Dr. Kaczamrczyk received his BSC from La Trobe University, Master of Biotechnology from Monash University and his Ph.D. degrees from University of Melbourne, Australia. He acquired a sound knowledge of molecular biology techniques during master of technology training and this allowed him to propose and successfully complete his Ph.D. project encompassing the etiology of Diabetes Type II using mouse models of conditional spatio-temporal gene inactivation mediated through novel Cre-Lox technology.
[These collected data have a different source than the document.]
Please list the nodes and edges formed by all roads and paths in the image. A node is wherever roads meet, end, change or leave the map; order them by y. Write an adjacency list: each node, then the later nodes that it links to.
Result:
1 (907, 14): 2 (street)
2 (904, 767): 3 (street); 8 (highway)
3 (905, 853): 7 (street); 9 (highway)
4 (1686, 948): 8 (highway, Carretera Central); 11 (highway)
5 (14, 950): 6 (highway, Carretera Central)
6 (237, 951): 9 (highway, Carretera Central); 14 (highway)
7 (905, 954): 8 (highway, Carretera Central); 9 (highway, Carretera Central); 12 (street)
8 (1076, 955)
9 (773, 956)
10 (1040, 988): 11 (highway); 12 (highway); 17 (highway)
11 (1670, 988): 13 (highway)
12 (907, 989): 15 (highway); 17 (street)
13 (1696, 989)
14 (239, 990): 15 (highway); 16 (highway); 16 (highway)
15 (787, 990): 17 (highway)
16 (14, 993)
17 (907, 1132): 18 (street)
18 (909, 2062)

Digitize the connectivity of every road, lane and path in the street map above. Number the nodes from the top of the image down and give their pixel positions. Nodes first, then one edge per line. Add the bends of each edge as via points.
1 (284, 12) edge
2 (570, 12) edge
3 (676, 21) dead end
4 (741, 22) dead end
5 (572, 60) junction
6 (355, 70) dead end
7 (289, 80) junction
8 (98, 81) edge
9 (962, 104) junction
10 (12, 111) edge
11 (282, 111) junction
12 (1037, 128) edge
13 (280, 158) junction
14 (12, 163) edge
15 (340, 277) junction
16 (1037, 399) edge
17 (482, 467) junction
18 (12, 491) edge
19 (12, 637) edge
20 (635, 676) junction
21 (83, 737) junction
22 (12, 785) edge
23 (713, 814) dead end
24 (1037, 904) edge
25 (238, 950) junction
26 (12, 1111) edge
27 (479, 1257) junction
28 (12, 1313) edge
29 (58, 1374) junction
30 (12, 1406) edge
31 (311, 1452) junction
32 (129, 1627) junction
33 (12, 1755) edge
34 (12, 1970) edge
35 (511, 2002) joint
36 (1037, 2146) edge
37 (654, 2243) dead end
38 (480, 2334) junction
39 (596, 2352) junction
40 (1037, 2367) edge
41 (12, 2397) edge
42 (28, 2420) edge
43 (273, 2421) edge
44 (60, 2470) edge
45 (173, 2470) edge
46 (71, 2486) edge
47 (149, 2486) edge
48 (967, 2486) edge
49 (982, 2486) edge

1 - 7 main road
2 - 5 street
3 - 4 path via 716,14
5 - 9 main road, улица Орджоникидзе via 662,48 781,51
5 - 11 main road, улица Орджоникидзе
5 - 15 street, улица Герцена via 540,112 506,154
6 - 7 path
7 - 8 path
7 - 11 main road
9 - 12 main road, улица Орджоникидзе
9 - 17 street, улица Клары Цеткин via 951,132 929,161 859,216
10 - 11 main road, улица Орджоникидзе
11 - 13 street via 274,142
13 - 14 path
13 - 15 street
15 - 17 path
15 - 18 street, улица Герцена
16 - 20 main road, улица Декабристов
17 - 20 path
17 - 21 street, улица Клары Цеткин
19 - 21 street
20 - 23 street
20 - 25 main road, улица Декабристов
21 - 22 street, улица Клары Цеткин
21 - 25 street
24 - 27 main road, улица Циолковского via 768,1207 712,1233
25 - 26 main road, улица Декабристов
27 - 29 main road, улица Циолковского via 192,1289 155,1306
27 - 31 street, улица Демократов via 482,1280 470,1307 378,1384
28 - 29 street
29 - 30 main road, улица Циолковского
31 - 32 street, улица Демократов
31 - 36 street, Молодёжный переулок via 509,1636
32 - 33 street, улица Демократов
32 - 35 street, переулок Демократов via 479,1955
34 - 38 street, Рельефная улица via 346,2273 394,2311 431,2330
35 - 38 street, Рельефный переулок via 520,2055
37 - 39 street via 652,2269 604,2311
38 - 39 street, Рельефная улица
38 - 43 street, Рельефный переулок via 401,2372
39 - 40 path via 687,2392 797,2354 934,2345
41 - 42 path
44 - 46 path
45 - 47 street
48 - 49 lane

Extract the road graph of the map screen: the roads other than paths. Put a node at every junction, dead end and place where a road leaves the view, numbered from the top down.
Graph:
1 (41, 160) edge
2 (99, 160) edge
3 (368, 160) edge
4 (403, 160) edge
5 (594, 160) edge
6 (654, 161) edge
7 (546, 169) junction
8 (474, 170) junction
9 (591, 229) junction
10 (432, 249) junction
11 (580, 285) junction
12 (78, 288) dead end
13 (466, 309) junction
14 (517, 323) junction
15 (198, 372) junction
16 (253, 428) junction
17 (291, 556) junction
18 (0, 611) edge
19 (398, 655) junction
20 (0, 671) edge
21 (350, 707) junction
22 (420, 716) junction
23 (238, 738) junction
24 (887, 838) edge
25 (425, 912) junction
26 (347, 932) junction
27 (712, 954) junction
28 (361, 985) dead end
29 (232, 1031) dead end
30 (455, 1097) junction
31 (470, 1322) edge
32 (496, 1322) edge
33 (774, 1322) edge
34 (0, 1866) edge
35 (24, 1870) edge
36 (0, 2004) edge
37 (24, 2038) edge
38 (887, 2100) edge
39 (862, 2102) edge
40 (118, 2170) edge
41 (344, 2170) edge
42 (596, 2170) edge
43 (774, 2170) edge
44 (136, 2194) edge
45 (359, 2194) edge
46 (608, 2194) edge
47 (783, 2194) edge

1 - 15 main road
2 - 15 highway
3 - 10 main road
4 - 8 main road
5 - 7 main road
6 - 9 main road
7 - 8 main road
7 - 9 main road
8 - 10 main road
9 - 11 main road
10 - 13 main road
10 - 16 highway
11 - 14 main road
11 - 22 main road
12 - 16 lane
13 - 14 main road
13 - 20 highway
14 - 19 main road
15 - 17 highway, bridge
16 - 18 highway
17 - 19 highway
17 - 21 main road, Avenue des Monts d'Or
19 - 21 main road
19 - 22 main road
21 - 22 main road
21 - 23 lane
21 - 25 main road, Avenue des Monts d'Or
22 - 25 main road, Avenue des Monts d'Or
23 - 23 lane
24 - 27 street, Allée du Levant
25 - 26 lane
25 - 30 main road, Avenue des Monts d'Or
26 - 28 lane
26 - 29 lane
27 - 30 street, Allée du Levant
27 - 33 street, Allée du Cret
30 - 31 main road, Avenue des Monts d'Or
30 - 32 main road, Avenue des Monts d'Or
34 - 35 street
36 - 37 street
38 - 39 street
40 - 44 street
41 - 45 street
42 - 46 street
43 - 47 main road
His postdoctoral work at NIH involved further expansion of Cre-lox technology and resulted in successful design of numerous inducible gene switch technologies which were implemented in transgenic animal models of cancer. The postdoctoral training at NCI in Retroviral Replication and Vector Design Lab under mentorship of Dr. S. Hughes allowed him to implement gained knowledge to develop such technologies as chimeric virus like particles (VLPs) carrying RNA for alpha virus replicon. This later technology is currently used for cancer immunotherapy of mammary tumor in mouse model. He retains authorship on number of peer reviewed scientific publications and patents applications.
Deb Chatterjee, Ph.D.
Dr. Chatterjee is the Associate Director of the Protein Expression Laboratory within the Advanced Technology Program in the Frederick National Laboratory for Cancer Research through SAIC-Frederick, Inc. Dr. Chatterjee received his B.Sc (Chemistry Hons). and M.Sc. (Biochemistry) degrees from the University of Calcutta, India. His postdoctoral work, in the laboratory of Prof. A.M. Chakrabarty at the University of Illinois at Chicago, involved genetic engineering Pseudomonas and Caulobacter strains for their ability to degrade toxic aromatic compounds including chlorobenzoates, Agent Orange, toluene, and benzoates.
Following post-doctoral research, Dr. Chatterjee joined at Life Technologies in Gaithersburg, Maryland. He held positions from senior scientist to Director of R&D of Life Technologies. He initiated and headed a group for cloning, engineering and expression of many biotechnologically important proteins and enzymes, such as restriction enzymes, reverse transcriptases (from MMLV, RSV, and AMV) and DNA polymerases (from E. coli, T7 and T5 phages, and thermostable organisms). Products developed from his innovation generate hundreds of millions dollars in revenue for Life technologies every year. He invented a mutation that allows DNA polymerases to efficiently incorporate di-deoxy and fluorescently labeled nucleotides into DNA. An estimated 99 percent of the genomic sequences in databases were determined with enzymes containing this mutation.
In 2002, Dr. Chatterjee joined the National Cancer Institute, SAIC-Frederick, Inc as a leader to develop novel and innovative technologies for cancer research and therapy. His group has developed a number novel technologies: (a) a cell-free protein synthesis system that produces proteins more than 10-folds compared to any commercially available sources, (b) a novel on-demand protein microarray system that converts a DNA array into protein array on demand----the DNA in the array makes the proteins in situ and captures the proteins as well, (c) a novel protein delivery system using virus-like particles that could be used for delivering protein drugs to specific target cells and (d) VLP mediated RNA delivery. His group is also trying to develop other technologies—generation of calibrator protein kinases for assessing kinase inhibitors during clinical studies, cancer immunotherapy, etc. Dr. Chatterjee has published 56 articles and holds 37 U.S. patents.